● **GIVEN RECORDS**:

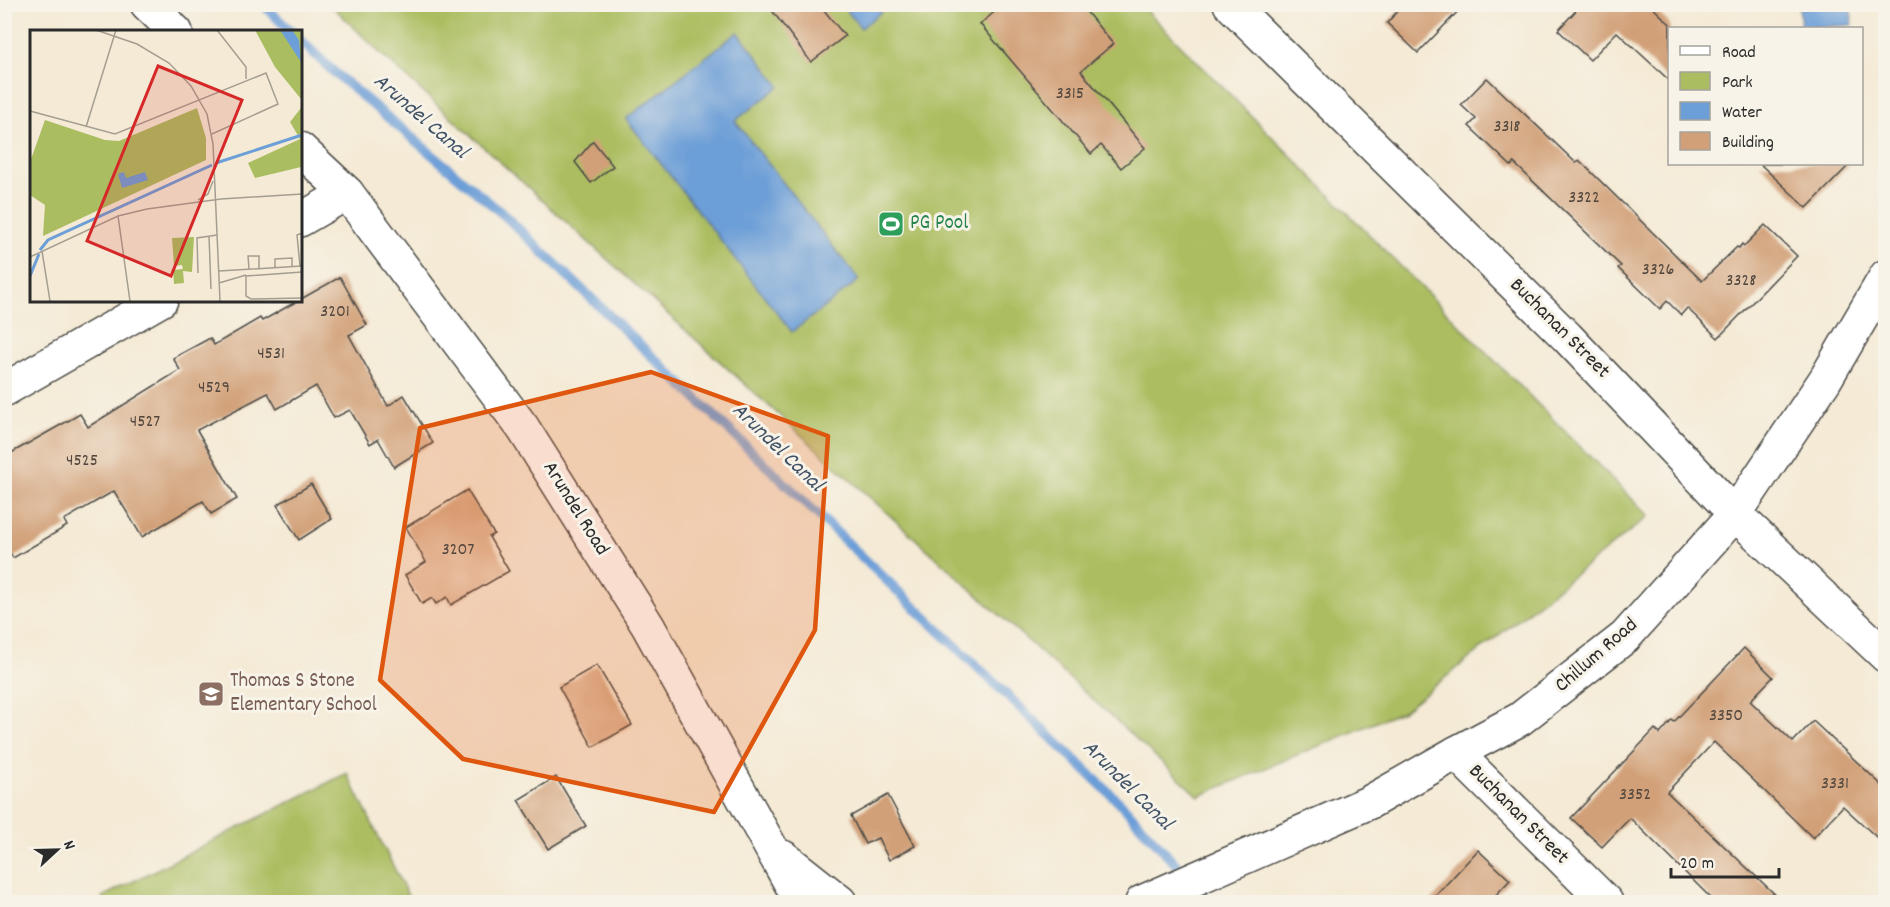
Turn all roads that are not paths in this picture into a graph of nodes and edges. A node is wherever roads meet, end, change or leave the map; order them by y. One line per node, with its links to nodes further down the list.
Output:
1 (147, 4): 3 (street)
2 (1230, 4): 10 (street, Buchanan Street)
3 (174, 30)
4 (302, 151): 5 (street, Arundel Road)
5 (347, 194): 6 (street); 13 (street, Arundel Road)
6 (302, 219)
7 (1886, 276): 10 (street, Chillum Road)
8 (158, 302): 9 (street)
9 (4, 390)
10 (1734, 514): 11 (street, Buchanan Street); 12 (street, Chillum Road)
11 (1886, 656)
12 (1456, 753): 16 (street, Chillum Road); 17 (street, Buchanan Street)
13 (773, 850): 14 (street, Arundel Road); 15 (street)
14 (801, 903)
15 (840, 903)
16 (1142, 903)
17 (1606, 903)

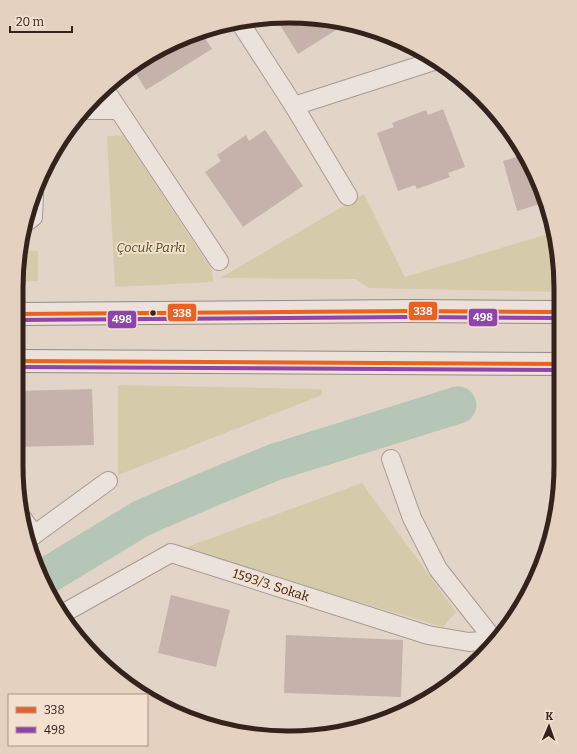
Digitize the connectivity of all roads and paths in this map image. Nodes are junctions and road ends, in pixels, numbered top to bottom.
1 (243, 27) edge
2 (428, 63) edge
3 (108, 94) edge
4 (294, 106) junction
5 (92, 110) edge
6 (118, 110) junction
7 (348, 196) dead end
8 (219, 261) dead end
9 (554, 312) edge
10 (23, 314) edge
11 (23, 361) edge
12 (554, 364) edge
13 (391, 459) dead end
14 (108, 481) dead end
15 (33, 537) edge
16 (67, 611) edge
17 (493, 635) edge
18 (489, 640) edge

1 - 4 street
2 - 4 street
3 - 6 street
4 - 7 street
5 - 6 street
6 - 8 street
9 - 10 main road
11 - 12 main road
13 - 17 street
14 - 15 street
16 - 18 street, 1593/3. Sokak

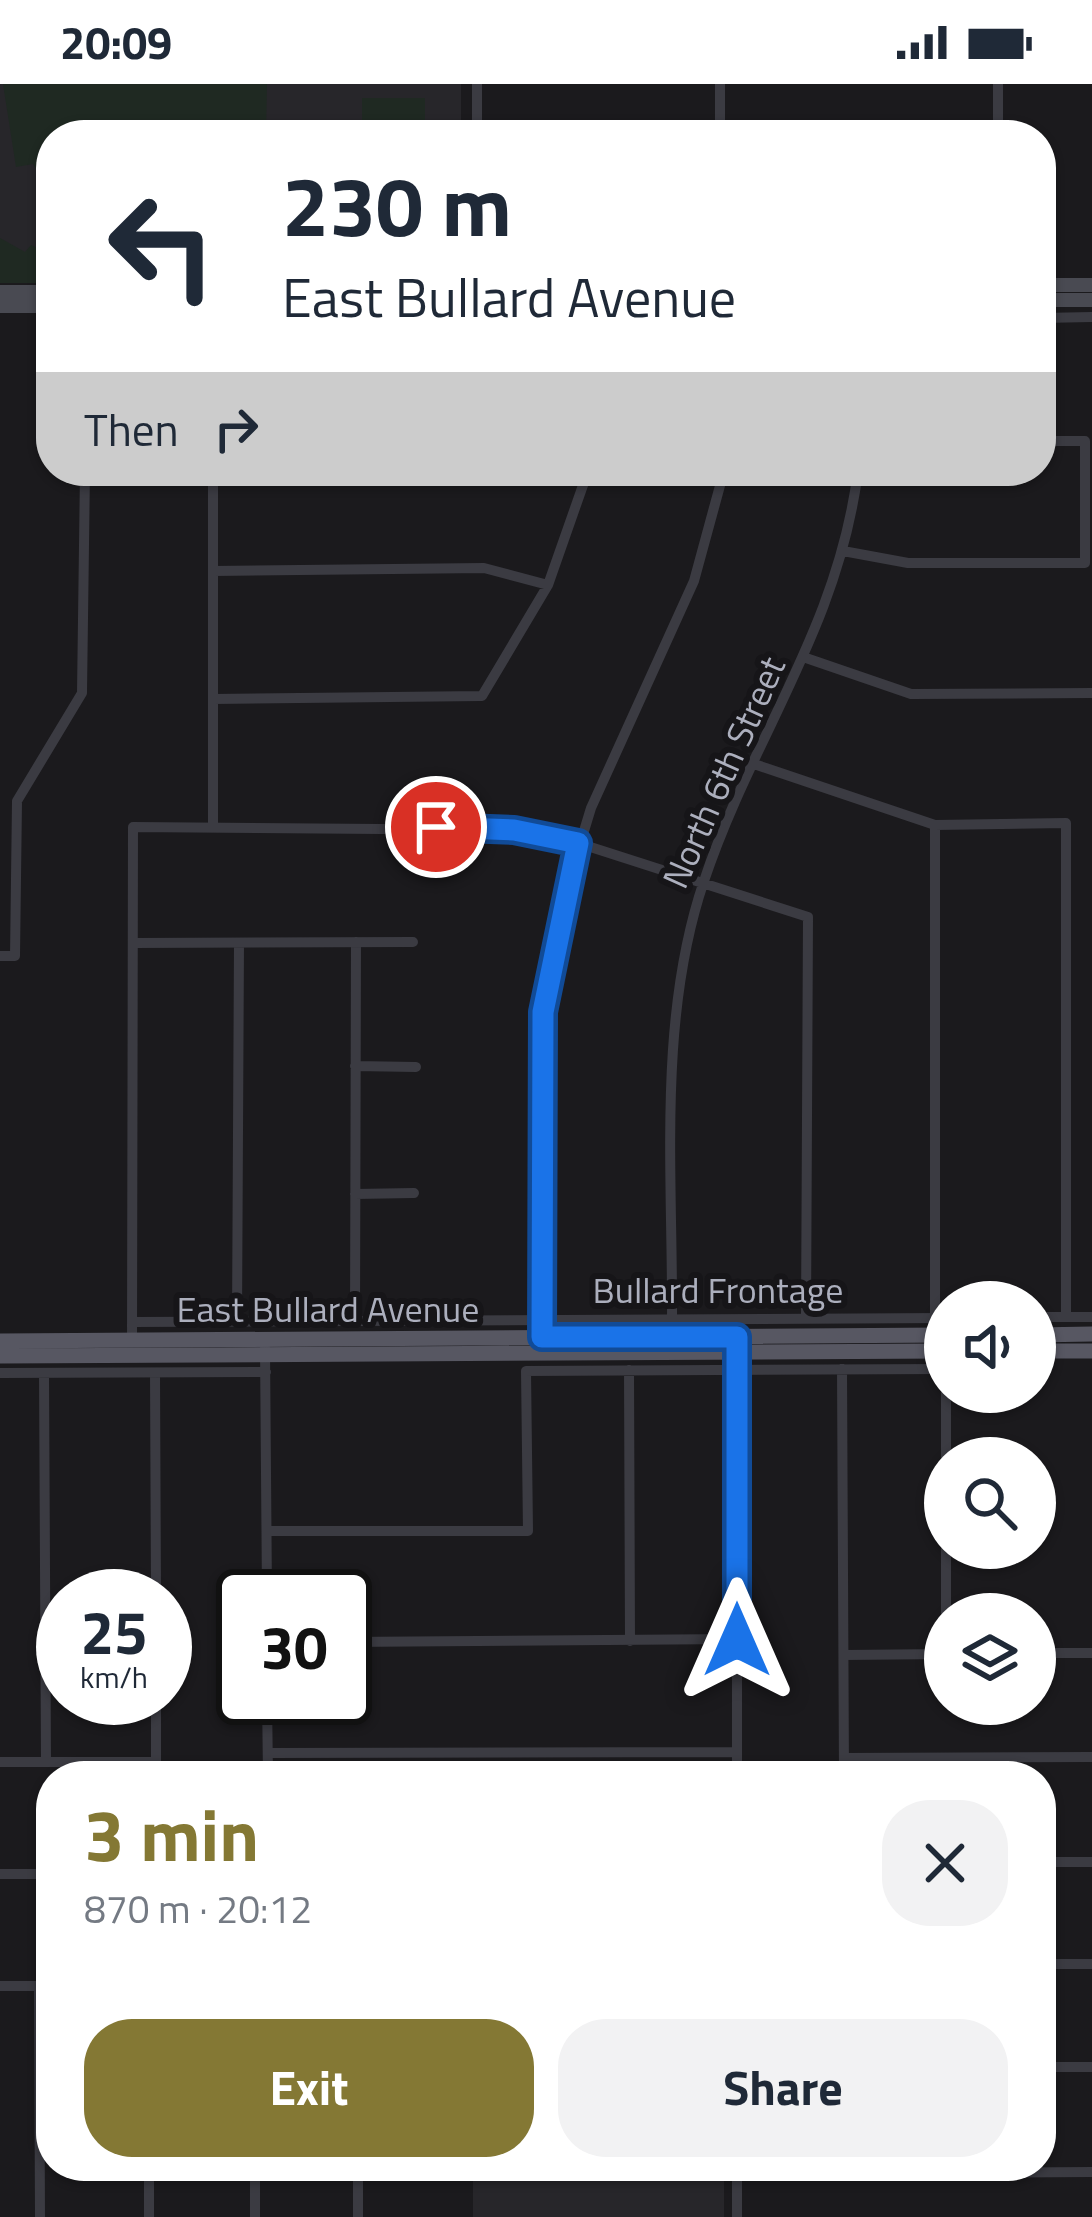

● **TASK DIRECTIONS**: Please set down the records above verbatim, with each picture left out.

● **RESPONSE TO THIS EXERCISE**:
Turn all roads that are not paths in this picture into a graph of nodes and edges. A node is wherever roads meet, end, change or leave the map; order them by y. One line per node, with its links to nodes further down the list.
Output:
1 (147, 4): 3 (street)
2 (1230, 4): 10 (street, Buchanan Street)
3 (174, 30)
4 (302, 151): 5 (street, Arundel Road)
5 (347, 194): 6 (street); 13 (street, Arundel Road)
6 (302, 219)
7 (1886, 276): 10 (street, Chillum Road)
8 (158, 302): 9 (street)
9 (4, 390)
10 (1734, 514): 11 (street, Buchanan Street); 12 (street, Chillum Road)
11 (1886, 656)
12 (1456, 753): 16 (street, Chillum Road); 17 (street, Buchanan Street)
13 (773, 850): 14 (street, Arundel Road); 15 (street)
14 (801, 903)
15 (840, 903)
16 (1142, 903)
17 (1606, 903)

Digitize the connectivity of all roads and paths in this map image. Nodes are junctions and road ends, in pixels, numbered top to bottom.
1 (243, 27) edge
2 (428, 63) edge
3 (108, 94) edge
4 (294, 106) junction
5 (92, 110) edge
6 (118, 110) junction
7 (348, 196) dead end
8 (219, 261) dead end
9 (554, 312) edge
10 (23, 314) edge
11 (23, 361) edge
12 (554, 364) edge
13 (391, 459) dead end
14 (108, 481) dead end
15 (33, 537) edge
16 (67, 611) edge
17 (493, 635) edge
18 (489, 640) edge

1 - 4 street
2 - 4 street
3 - 6 street
4 - 7 street
5 - 6 street
6 - 8 street
9 - 10 main road
11 - 12 main road
13 - 17 street
14 - 15 street
16 - 18 street, 1593/3. Sokak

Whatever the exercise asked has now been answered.